## GOAL OF THE EXERCISE
Identify each line below that contains the word "lane", and copy it out.

## RECORDS SUPPLIED

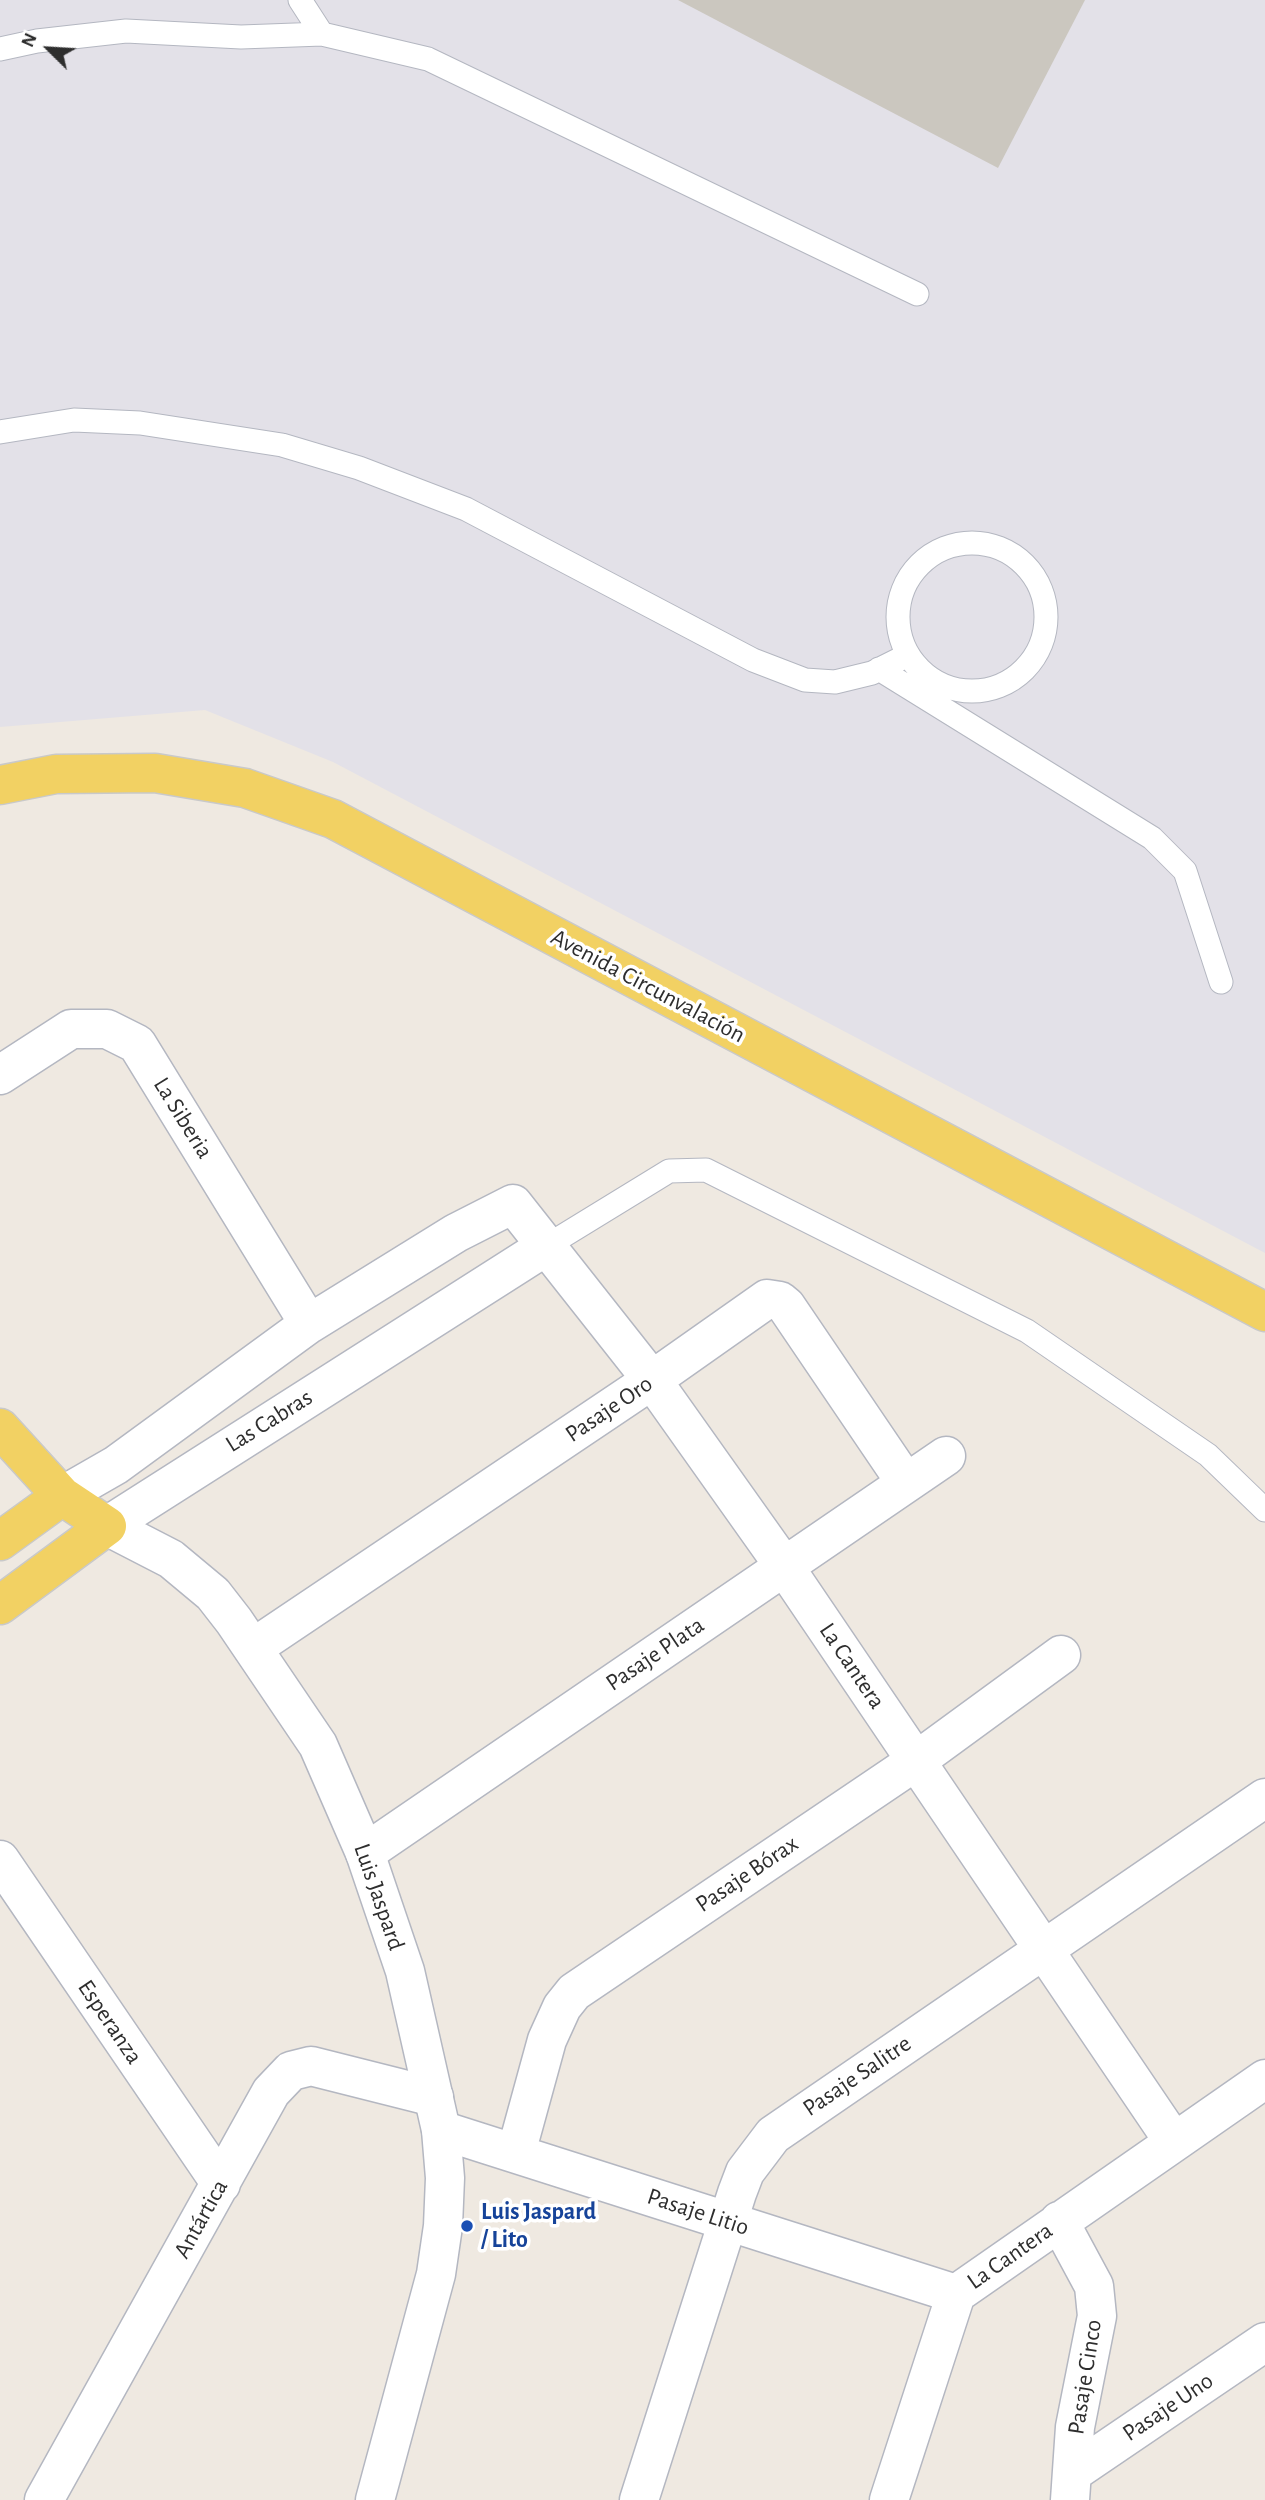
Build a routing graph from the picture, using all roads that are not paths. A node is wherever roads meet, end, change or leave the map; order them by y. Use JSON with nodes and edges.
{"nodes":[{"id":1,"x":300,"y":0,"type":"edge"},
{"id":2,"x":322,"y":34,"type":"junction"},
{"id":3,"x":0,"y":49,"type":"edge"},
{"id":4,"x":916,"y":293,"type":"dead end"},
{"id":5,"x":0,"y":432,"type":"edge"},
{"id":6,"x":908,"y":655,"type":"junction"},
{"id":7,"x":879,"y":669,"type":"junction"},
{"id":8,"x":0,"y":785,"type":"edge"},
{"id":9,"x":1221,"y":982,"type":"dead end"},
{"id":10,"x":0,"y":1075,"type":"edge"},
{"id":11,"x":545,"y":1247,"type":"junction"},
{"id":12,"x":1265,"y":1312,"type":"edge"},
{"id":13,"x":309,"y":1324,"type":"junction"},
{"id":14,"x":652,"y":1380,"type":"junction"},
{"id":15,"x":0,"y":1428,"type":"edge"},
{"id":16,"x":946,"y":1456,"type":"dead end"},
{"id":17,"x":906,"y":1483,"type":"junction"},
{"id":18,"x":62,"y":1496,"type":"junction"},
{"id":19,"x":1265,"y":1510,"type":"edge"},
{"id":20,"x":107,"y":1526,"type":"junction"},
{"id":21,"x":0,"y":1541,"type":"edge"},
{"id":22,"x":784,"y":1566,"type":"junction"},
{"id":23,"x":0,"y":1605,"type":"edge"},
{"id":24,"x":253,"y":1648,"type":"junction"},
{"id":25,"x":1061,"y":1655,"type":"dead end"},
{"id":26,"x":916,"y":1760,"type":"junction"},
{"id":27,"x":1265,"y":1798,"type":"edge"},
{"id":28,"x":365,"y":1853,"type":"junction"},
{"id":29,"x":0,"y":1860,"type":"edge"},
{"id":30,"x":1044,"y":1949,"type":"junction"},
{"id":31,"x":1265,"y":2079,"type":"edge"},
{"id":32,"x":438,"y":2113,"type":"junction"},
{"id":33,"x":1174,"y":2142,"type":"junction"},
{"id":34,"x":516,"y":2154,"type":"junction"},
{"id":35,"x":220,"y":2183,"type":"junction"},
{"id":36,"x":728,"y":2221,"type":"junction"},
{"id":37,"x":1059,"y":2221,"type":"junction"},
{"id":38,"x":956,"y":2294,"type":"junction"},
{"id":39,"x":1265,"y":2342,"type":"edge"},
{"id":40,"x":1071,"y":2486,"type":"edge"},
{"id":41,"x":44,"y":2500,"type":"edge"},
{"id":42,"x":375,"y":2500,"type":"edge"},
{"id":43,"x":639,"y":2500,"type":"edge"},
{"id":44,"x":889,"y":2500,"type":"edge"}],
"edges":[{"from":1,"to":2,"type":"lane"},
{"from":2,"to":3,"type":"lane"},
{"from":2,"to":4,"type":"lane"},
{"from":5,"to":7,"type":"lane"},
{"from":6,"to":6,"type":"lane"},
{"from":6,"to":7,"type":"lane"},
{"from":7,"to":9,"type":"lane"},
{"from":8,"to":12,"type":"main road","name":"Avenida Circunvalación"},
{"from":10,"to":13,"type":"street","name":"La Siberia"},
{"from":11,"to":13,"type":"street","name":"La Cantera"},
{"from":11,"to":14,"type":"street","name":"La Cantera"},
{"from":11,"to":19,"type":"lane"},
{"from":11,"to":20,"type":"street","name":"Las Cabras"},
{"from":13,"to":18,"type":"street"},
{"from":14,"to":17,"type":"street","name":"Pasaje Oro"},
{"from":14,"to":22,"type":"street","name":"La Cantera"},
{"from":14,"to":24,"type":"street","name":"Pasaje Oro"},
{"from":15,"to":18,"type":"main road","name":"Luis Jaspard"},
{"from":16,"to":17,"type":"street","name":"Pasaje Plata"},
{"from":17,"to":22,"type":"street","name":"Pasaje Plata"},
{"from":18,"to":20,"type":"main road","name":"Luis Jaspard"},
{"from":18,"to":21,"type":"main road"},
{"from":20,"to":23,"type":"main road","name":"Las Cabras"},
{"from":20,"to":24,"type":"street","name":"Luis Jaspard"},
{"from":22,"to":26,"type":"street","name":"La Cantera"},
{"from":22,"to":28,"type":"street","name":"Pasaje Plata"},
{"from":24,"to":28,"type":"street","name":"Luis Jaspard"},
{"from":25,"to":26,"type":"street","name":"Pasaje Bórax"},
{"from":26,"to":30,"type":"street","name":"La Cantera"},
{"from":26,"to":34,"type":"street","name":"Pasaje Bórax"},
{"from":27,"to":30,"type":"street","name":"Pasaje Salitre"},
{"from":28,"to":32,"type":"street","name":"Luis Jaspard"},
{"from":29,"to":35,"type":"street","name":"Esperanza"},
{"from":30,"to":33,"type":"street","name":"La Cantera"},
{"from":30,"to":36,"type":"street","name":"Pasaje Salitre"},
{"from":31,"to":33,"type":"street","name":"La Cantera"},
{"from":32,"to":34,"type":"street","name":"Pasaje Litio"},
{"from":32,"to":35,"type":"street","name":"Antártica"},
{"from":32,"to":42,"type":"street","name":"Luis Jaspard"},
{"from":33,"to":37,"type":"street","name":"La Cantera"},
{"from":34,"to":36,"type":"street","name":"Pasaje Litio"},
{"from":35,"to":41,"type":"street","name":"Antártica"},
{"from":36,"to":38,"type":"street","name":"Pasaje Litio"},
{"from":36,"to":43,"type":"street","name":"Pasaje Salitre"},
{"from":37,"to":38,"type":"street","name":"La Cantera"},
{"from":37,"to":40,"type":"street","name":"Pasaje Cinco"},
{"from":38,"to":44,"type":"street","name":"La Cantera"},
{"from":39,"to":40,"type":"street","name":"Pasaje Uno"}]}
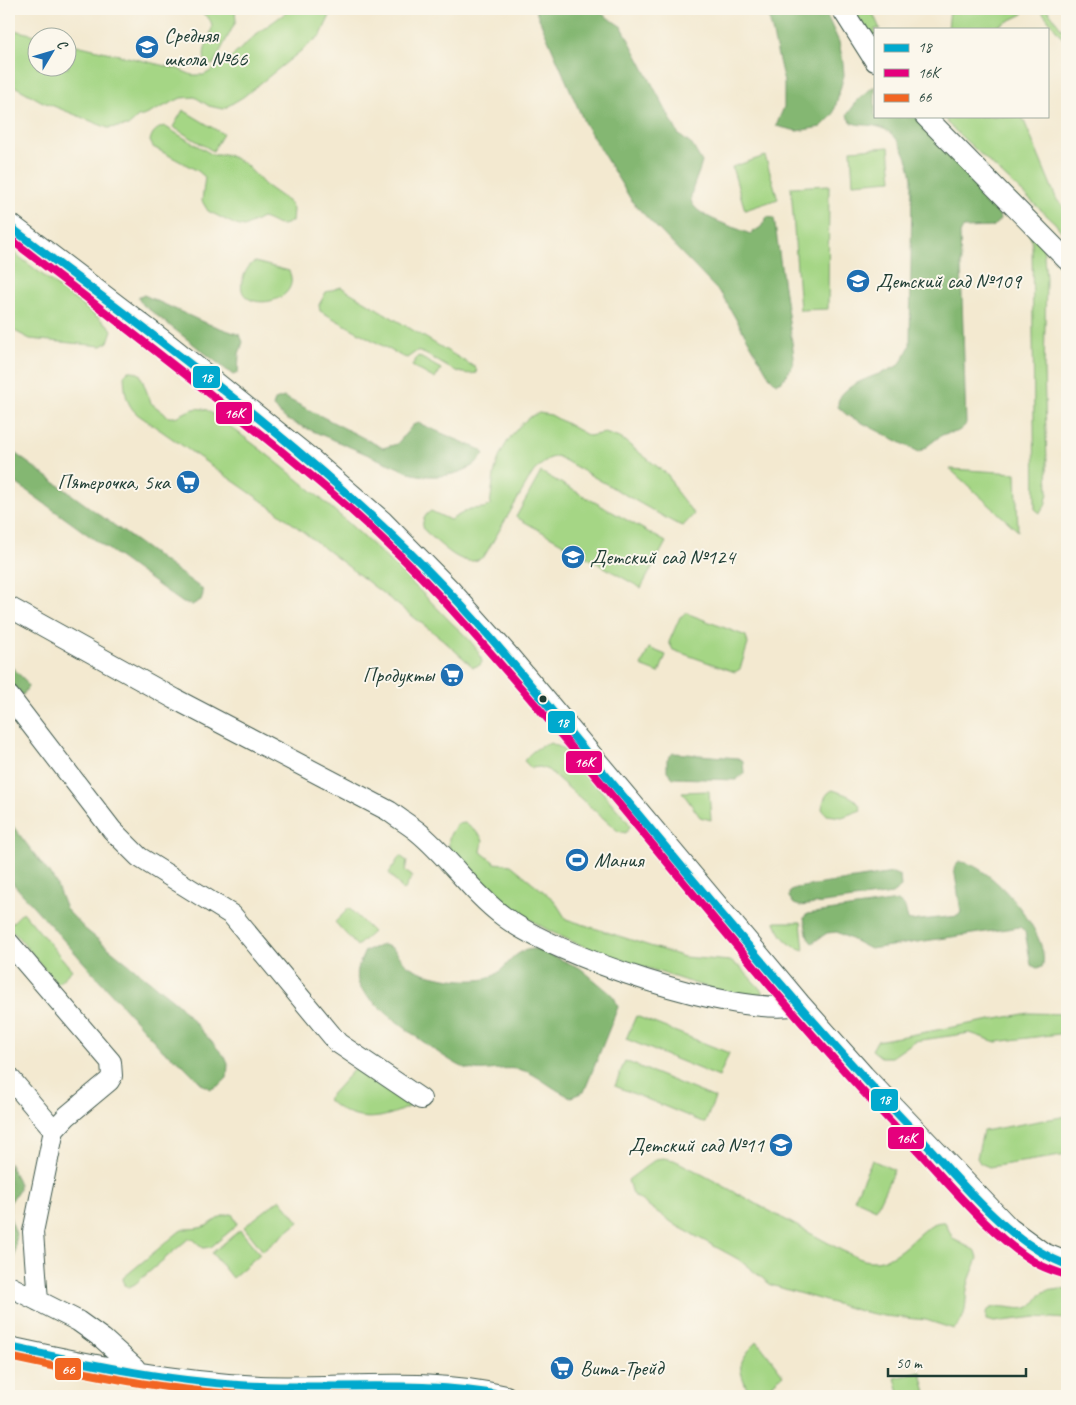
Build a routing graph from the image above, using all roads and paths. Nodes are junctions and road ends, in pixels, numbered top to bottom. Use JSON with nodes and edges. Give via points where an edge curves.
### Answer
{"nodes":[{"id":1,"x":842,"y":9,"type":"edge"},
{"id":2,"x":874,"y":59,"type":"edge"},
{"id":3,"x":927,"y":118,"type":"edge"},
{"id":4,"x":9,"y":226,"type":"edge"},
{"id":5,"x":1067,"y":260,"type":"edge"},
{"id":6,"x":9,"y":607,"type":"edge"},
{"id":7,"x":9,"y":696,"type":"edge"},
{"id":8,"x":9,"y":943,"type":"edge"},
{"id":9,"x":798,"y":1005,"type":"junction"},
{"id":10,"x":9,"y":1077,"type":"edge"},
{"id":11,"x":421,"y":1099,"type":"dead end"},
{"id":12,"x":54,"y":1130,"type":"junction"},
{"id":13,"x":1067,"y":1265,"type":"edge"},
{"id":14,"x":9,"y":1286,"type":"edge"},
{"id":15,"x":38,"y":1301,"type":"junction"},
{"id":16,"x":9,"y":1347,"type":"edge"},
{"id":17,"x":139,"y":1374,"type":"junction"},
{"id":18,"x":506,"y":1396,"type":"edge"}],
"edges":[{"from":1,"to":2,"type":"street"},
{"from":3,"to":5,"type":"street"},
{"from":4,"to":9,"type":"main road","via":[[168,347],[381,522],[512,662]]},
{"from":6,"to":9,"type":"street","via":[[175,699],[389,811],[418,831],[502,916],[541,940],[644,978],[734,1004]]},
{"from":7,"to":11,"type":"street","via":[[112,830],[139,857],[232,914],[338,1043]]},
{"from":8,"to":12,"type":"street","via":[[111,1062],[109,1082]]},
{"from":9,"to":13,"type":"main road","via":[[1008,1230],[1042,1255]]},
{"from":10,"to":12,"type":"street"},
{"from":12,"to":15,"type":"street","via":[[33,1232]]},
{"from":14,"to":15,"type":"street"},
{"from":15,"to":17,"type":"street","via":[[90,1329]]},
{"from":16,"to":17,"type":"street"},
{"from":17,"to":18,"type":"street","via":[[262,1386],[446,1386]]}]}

## REPLY TO THE EXERCISE
"edges":[{"from":1,"to":2,"type":"lane"},
{"from":2,"to":3,"type":"lane"},
{"from":2,"to":4,"type":"lane"},
{"from":5,"to":7,"type":"lane"},
{"from":6,"to":6,"type":"lane"},
{"from":6,"to":7,"type":"lane"},
{"from":7,"to":9,"type":"lane"},
{"from":11,"to":19,"type":"lane"},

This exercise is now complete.